**WHAT TO WORK ON**
Among the entries below, find the lines with the word "Laranjeiras" and return them.

______

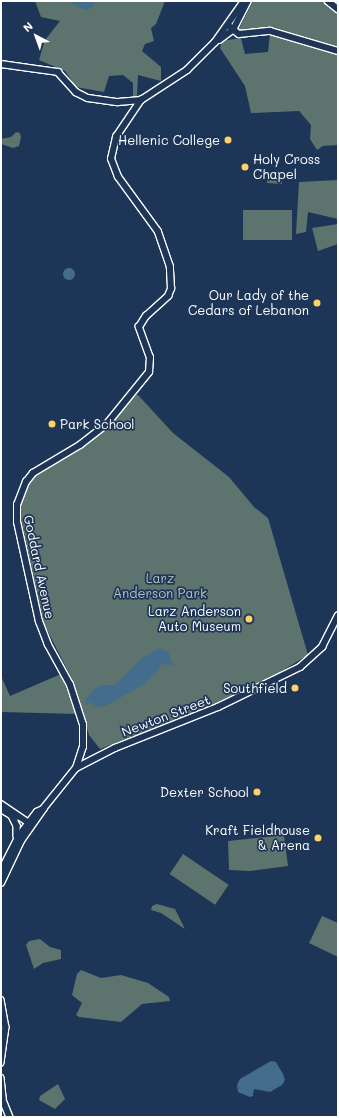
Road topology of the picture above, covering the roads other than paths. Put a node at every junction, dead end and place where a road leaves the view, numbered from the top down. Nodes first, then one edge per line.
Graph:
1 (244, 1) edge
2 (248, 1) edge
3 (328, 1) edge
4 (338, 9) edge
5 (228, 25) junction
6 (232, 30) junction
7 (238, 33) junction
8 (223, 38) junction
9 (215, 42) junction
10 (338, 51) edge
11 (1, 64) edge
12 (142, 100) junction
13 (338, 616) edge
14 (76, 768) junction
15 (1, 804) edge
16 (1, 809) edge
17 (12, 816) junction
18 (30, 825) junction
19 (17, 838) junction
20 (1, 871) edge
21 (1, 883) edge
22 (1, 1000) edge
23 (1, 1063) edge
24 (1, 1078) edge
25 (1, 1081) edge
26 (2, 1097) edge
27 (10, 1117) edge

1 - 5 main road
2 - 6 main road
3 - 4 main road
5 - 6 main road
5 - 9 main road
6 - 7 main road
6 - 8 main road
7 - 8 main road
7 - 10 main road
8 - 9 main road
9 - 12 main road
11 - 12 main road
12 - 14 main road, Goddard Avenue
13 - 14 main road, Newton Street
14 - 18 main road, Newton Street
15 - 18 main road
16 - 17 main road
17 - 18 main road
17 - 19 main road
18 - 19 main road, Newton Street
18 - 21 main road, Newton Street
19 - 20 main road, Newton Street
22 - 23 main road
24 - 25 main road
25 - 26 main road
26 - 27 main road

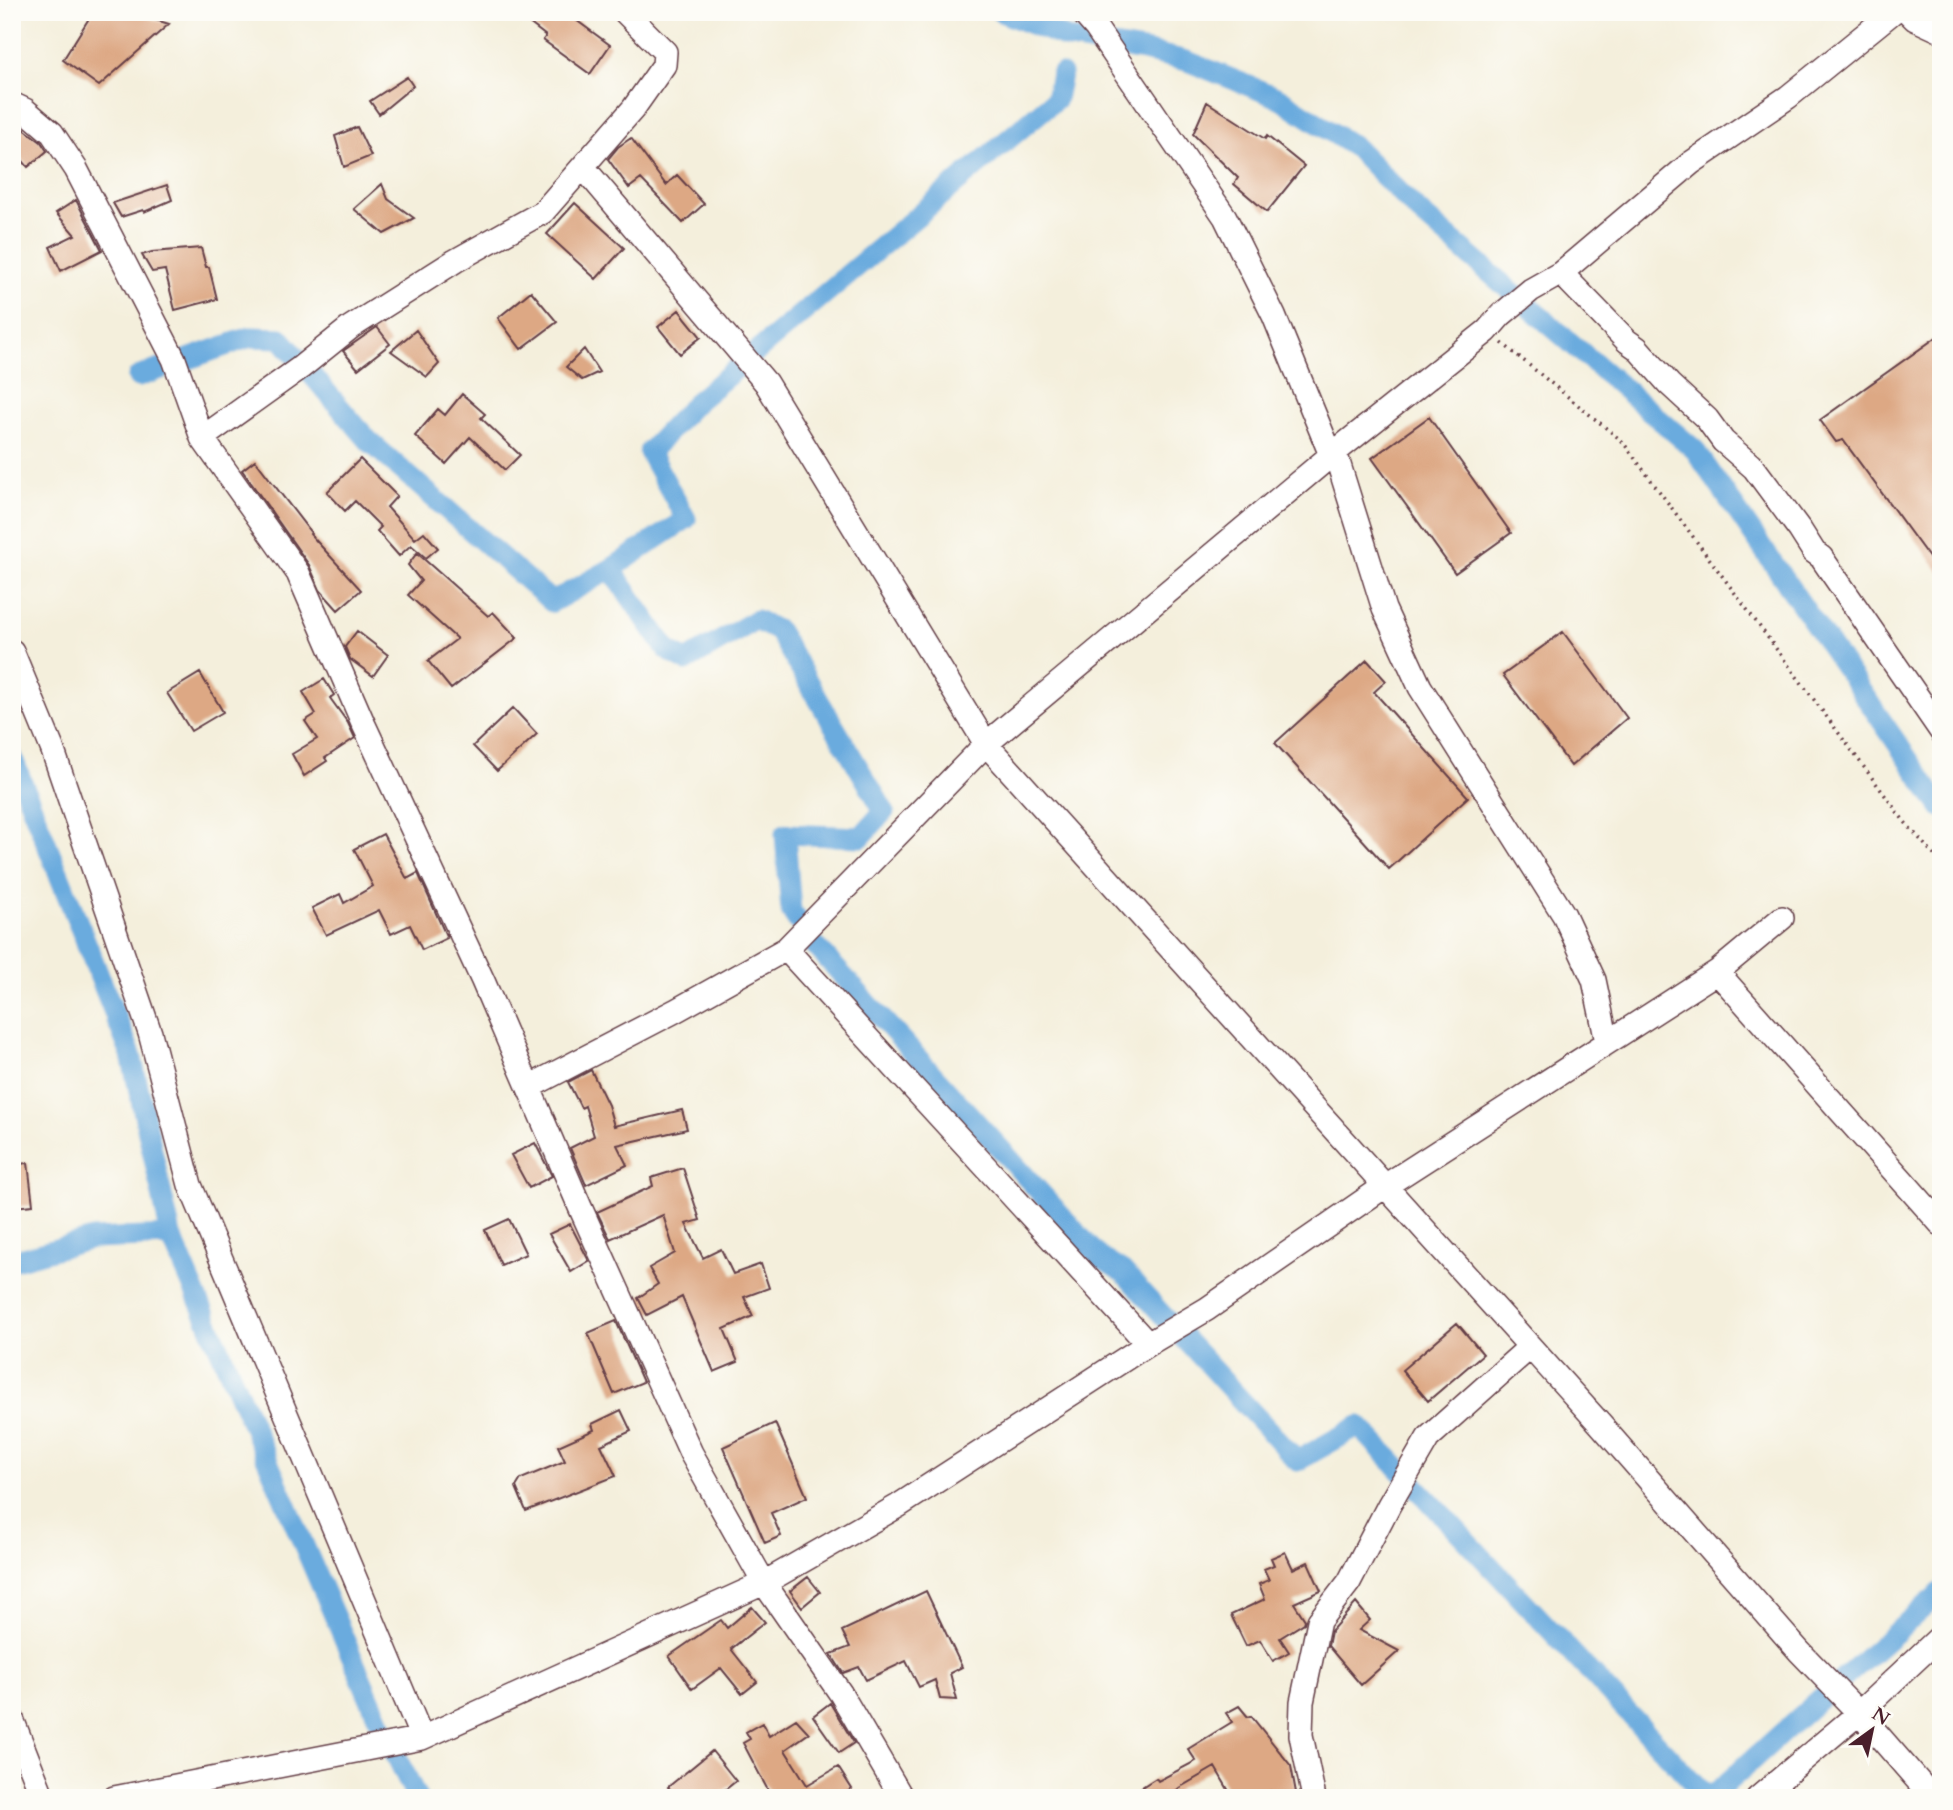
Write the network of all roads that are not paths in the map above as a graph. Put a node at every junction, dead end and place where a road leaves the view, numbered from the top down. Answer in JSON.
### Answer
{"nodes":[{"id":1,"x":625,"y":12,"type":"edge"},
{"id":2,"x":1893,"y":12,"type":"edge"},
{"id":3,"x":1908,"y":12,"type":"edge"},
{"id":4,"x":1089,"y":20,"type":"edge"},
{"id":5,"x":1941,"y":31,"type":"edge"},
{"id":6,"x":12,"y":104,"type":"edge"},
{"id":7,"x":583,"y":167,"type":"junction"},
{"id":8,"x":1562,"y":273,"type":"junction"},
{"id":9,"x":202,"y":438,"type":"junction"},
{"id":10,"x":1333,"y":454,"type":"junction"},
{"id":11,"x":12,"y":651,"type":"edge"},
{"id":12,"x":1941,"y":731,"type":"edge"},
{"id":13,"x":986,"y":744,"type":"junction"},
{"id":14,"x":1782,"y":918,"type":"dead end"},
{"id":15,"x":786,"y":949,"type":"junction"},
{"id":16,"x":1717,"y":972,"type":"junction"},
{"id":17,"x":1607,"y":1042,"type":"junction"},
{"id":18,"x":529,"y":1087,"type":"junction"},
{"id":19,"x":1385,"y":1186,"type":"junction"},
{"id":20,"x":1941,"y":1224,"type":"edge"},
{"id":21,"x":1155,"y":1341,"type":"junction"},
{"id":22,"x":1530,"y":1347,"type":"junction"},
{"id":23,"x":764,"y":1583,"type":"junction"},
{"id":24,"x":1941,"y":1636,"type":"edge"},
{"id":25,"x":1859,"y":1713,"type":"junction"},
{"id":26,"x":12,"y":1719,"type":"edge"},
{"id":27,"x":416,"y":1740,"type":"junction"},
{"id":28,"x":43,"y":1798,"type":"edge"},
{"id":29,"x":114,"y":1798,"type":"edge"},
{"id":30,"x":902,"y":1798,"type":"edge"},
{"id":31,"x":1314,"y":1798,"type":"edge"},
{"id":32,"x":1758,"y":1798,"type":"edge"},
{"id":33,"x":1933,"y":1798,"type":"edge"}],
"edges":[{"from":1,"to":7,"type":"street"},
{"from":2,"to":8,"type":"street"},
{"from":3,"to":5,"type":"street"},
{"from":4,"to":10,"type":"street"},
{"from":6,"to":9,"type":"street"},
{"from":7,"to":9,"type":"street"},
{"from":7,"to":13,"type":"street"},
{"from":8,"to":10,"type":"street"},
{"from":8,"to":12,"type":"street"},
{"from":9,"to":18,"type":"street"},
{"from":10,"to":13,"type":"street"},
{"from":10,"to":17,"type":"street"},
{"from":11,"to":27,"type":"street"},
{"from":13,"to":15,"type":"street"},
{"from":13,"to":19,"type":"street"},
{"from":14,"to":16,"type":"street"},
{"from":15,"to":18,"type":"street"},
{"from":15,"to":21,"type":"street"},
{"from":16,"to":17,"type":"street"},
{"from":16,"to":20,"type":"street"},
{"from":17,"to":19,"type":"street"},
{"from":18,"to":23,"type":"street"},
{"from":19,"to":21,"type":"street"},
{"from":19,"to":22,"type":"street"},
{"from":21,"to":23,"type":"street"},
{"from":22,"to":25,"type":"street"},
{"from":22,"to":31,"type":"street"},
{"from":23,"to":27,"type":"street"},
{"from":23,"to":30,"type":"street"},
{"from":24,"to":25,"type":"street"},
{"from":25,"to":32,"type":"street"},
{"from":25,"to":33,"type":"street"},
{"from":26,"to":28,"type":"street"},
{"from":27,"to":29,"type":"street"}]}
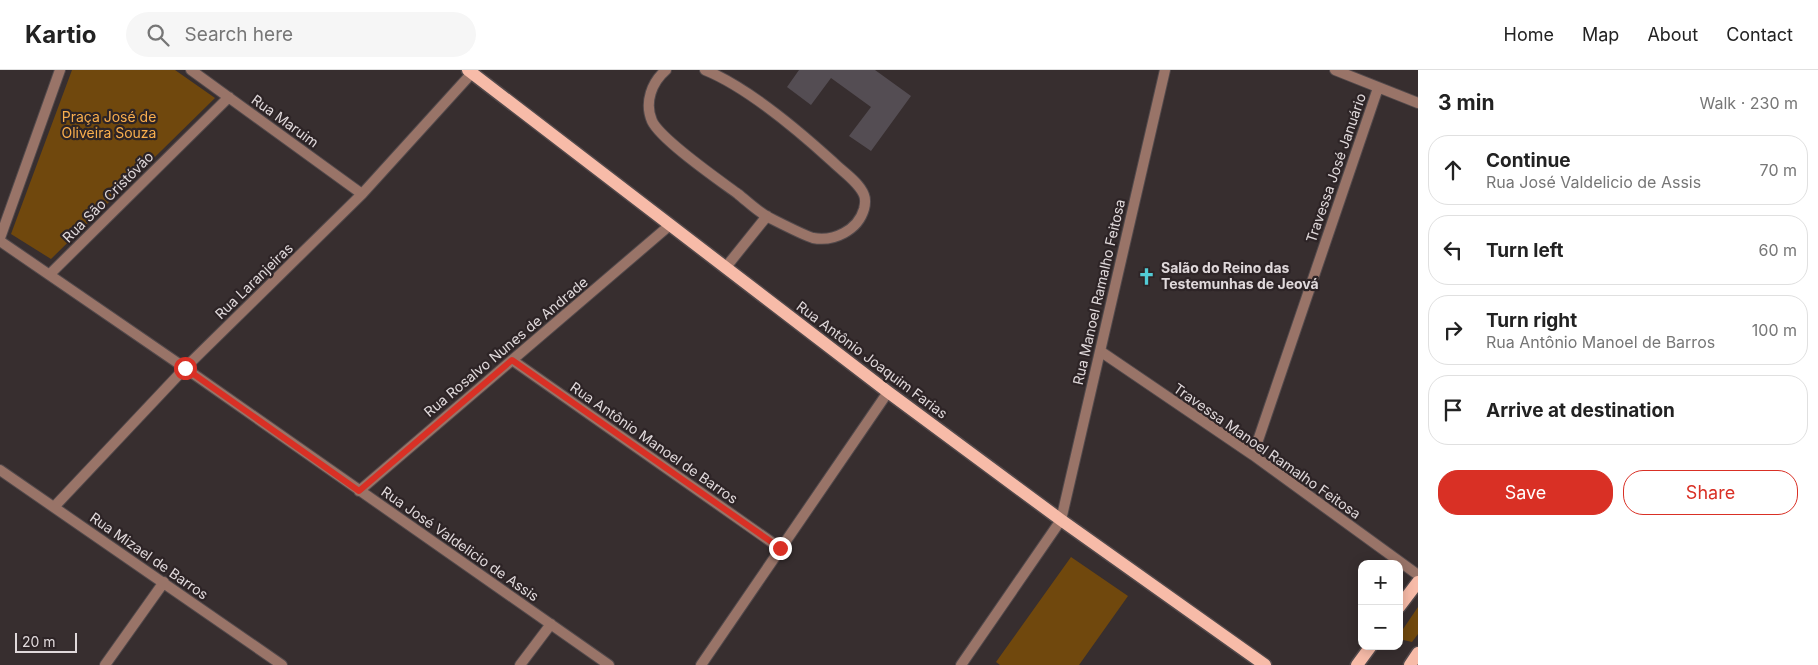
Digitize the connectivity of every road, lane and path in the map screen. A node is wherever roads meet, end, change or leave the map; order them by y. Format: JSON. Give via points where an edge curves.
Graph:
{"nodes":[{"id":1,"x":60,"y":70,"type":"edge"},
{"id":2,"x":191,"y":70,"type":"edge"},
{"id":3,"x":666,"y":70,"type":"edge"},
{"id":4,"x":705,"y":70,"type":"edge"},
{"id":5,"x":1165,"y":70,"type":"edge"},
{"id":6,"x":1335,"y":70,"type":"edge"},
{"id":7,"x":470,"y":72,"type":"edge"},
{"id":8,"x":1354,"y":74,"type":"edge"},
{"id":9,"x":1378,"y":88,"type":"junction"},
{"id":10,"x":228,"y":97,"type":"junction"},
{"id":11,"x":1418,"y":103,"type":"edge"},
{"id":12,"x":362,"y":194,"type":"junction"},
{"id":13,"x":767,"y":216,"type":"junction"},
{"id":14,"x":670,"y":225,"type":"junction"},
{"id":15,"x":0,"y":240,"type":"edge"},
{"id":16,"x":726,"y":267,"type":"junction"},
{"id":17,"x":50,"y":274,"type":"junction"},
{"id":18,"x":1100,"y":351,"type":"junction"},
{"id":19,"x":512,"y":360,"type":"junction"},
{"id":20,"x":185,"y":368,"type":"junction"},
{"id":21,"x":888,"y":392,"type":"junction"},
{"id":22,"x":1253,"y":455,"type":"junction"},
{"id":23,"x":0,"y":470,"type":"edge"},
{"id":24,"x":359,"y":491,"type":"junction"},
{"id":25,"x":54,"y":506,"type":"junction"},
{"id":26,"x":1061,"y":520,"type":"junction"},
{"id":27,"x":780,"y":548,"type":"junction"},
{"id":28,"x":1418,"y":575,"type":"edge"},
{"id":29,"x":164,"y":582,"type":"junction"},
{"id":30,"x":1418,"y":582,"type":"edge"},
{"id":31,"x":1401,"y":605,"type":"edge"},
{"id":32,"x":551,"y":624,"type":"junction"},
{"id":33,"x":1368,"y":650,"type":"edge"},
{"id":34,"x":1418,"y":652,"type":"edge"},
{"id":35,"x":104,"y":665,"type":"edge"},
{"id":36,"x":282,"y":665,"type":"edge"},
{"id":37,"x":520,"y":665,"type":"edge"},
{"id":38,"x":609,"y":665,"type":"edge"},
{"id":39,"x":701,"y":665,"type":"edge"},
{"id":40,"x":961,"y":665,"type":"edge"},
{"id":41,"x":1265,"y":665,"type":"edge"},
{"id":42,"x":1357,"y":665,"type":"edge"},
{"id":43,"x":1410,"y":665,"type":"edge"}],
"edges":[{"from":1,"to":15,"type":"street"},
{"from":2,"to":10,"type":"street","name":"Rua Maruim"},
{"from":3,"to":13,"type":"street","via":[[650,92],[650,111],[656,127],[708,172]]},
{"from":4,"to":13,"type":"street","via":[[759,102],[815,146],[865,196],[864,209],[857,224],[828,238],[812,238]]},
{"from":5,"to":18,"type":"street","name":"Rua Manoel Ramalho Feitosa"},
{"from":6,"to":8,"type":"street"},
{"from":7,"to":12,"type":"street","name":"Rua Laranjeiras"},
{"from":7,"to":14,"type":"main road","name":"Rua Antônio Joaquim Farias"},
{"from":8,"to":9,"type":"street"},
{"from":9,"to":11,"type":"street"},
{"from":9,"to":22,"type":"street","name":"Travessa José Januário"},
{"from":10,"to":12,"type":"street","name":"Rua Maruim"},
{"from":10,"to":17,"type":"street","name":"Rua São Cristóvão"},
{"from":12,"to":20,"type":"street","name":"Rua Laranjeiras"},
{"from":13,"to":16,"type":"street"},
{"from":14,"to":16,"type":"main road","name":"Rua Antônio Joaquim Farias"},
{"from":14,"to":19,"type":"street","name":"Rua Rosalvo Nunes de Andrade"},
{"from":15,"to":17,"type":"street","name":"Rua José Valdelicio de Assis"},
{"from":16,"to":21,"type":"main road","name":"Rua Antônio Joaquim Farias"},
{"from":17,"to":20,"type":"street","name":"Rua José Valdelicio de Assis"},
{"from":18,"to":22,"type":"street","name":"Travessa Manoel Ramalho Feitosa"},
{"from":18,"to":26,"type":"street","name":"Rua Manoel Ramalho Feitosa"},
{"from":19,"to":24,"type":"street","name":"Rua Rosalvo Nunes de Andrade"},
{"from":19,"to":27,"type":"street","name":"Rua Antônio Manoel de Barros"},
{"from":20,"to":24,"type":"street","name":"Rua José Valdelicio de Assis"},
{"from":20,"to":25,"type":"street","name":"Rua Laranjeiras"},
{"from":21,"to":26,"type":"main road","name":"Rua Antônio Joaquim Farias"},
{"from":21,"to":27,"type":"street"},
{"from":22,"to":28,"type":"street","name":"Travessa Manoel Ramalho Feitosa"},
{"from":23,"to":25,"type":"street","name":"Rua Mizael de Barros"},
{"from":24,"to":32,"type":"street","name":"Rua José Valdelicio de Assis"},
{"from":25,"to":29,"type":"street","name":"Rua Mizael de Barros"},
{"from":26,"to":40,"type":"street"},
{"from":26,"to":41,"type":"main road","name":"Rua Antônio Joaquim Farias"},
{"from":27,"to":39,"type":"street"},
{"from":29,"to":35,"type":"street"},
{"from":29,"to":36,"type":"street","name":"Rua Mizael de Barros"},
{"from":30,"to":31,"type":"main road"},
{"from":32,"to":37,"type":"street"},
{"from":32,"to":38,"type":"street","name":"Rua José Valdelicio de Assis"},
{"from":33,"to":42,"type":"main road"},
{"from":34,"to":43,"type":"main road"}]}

______

**TASK OUTPUT**
{"from":7,"to":12,"type":"street","name":"Rua Laranjeiras"},
{"from":12,"to":20,"type":"street","name":"Rua Laranjeiras"},
{"from":20,"to":25,"type":"street","name":"Rua Laranjeiras"},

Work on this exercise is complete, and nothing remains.